The obvious response to this is that it looks as if waterboarding's effectiveness as torture is diminished when you know it's being done to you by someone who isn't going to kill you. My guess is that even for the volunteers, it's a pretty distressing experience. I heard a military expert on the radio explain that this training is given to people who are dealing with enemies whom we know have no respect for international law and therefore might do this sort of thing. How that got to be us is what gives me such concern. The other thing is that people expect that whatever psychological distress they might experience, they know before they go in that this will not leave them physically damaged, as would not be the case with the rack, the thumbscrew, or the iron maiden (the torture device, not the rock group). I think think this is the basis on which it is supposed to be not torture. But if we accept that definition, then if we could stimulate people's brains to simulate the rack, the thumbscrew, and the iron maiden without damaging their bodies, then this would not be torture either. Something must be wrong with this definition. It makes as much sense to me as, pardon the crudity, defining sex in a way that excludes blowjobs.

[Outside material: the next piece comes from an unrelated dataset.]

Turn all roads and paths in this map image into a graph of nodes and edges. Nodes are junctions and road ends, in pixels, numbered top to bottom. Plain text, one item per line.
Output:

Well, if I understand it correctly, the whole issue here is that waterboarding engages the gagging reflex, which causes panic. At that point, you're not able to rationally step back and think, "OK, I know this sucks, but it's not really going to cause me any harm." When I was in boot camp (USMC), we had to spend a few minutes inside a tent filled with tear gas. It was pretty unpleasant. But a few guys, for some reason, panicked and ran out. They were brought back in, and ran back out again. They finally had to be held down in the tent. They knew (because we had been lectured on it beforehand) that inhaling tear gas for a few minutes wouldn't really cause them damage, but they weren't able to act on that information. Similarly, when your gagging reflex is in full throttle, one isn't able to realize that it isn't going to cause any damage. So I'm not impressed by the difference between someone who "knows" they're not really going to get hurt and someone who doesn't.But this may actually supply a counter-argument: if something induces an extremely unpleasant physical sensation, combined with an extraordinary panic of imminent death, shouldn't it be classified as torture? John McCain said waterboarding amounts to a mock execution. Again, I'm torn.

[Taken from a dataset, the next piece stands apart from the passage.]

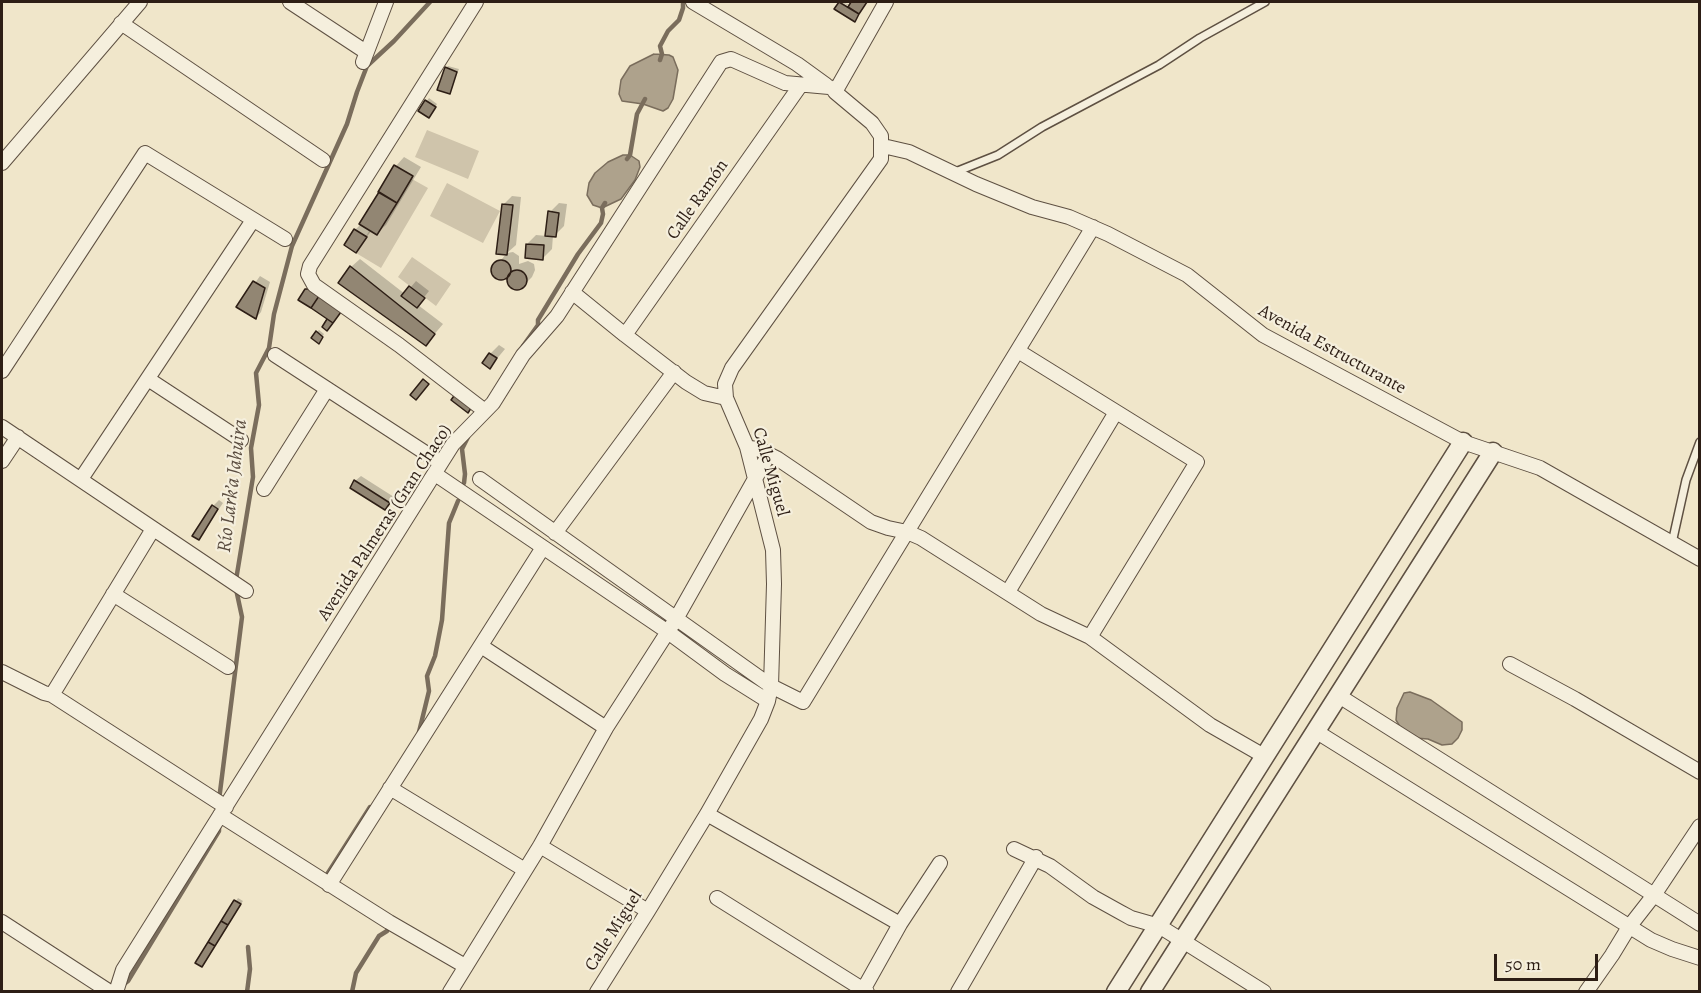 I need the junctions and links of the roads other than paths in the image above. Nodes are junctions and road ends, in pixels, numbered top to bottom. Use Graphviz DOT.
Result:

I think Victor is correct to distinguish the training circumstance (as done in SERE) from the interrogation circumstance by noting that in the former, you've given informed consent, you know that you will not be allowed to come to serious harm, that it will come to an end and that you'll be taken care of. The reason it's used for training is that it is a *real* technique with a very strong effect--such that a 2005 ABC News story said that CIA Officers subjected to it last an average of 18 seconds before begging for it to stop.

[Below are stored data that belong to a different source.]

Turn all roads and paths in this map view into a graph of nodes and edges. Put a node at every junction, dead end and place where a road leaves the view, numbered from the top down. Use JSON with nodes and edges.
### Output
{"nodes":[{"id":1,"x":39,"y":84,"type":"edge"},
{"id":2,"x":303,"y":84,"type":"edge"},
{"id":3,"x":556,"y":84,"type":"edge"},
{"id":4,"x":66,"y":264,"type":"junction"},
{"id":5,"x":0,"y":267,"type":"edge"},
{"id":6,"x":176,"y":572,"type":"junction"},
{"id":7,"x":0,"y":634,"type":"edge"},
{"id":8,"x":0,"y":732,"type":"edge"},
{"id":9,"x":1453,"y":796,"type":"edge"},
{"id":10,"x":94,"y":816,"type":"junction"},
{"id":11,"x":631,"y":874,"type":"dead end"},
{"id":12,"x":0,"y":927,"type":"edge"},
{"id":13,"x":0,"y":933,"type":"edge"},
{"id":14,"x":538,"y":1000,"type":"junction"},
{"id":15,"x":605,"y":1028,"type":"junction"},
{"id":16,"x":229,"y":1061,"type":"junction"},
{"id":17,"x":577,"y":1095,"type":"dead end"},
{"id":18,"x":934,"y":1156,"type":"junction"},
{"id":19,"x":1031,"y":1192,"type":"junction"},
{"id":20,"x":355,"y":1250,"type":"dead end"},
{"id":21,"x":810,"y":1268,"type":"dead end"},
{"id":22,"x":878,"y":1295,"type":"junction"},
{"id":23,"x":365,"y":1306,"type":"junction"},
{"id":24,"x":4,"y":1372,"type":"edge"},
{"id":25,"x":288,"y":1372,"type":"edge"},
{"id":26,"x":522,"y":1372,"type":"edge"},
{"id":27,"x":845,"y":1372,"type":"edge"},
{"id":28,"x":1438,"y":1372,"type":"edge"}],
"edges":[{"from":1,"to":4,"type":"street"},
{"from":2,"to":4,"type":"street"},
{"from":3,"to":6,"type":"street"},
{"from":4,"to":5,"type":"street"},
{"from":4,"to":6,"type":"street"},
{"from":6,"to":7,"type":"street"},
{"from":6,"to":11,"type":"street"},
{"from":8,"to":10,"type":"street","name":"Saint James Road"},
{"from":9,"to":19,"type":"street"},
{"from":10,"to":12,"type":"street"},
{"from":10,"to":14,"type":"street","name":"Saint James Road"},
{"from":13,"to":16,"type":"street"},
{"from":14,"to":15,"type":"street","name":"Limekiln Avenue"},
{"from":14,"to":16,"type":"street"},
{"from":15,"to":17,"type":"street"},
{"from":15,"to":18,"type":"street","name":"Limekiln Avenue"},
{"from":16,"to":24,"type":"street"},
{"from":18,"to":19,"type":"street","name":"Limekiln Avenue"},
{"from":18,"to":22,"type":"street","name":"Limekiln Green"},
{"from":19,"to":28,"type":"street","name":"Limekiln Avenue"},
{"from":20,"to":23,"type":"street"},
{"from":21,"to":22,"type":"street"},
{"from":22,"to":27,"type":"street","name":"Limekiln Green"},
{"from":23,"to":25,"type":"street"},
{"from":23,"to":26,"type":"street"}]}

Well, without meaning to defend waterboarding, I disagree. When we asked the guys who ran out of the tear gas tent why they did so, they said because they thought they were dying. When we asked them why they thought that after being told that it wouldn't really hurt them, much less kill them, they simply said that, whatever they had been told, as soon as they took a whiff of tear gas, they only had room in their minds for one thought: I'm dying. I expect that's just how panic works. Perhaps if they had been able to take a step back, they could have countered it, but the whole point in such a procedure is that it doesn't give you room to step back. Whatever you know going into it, you're not able to process such knowledge during the panic.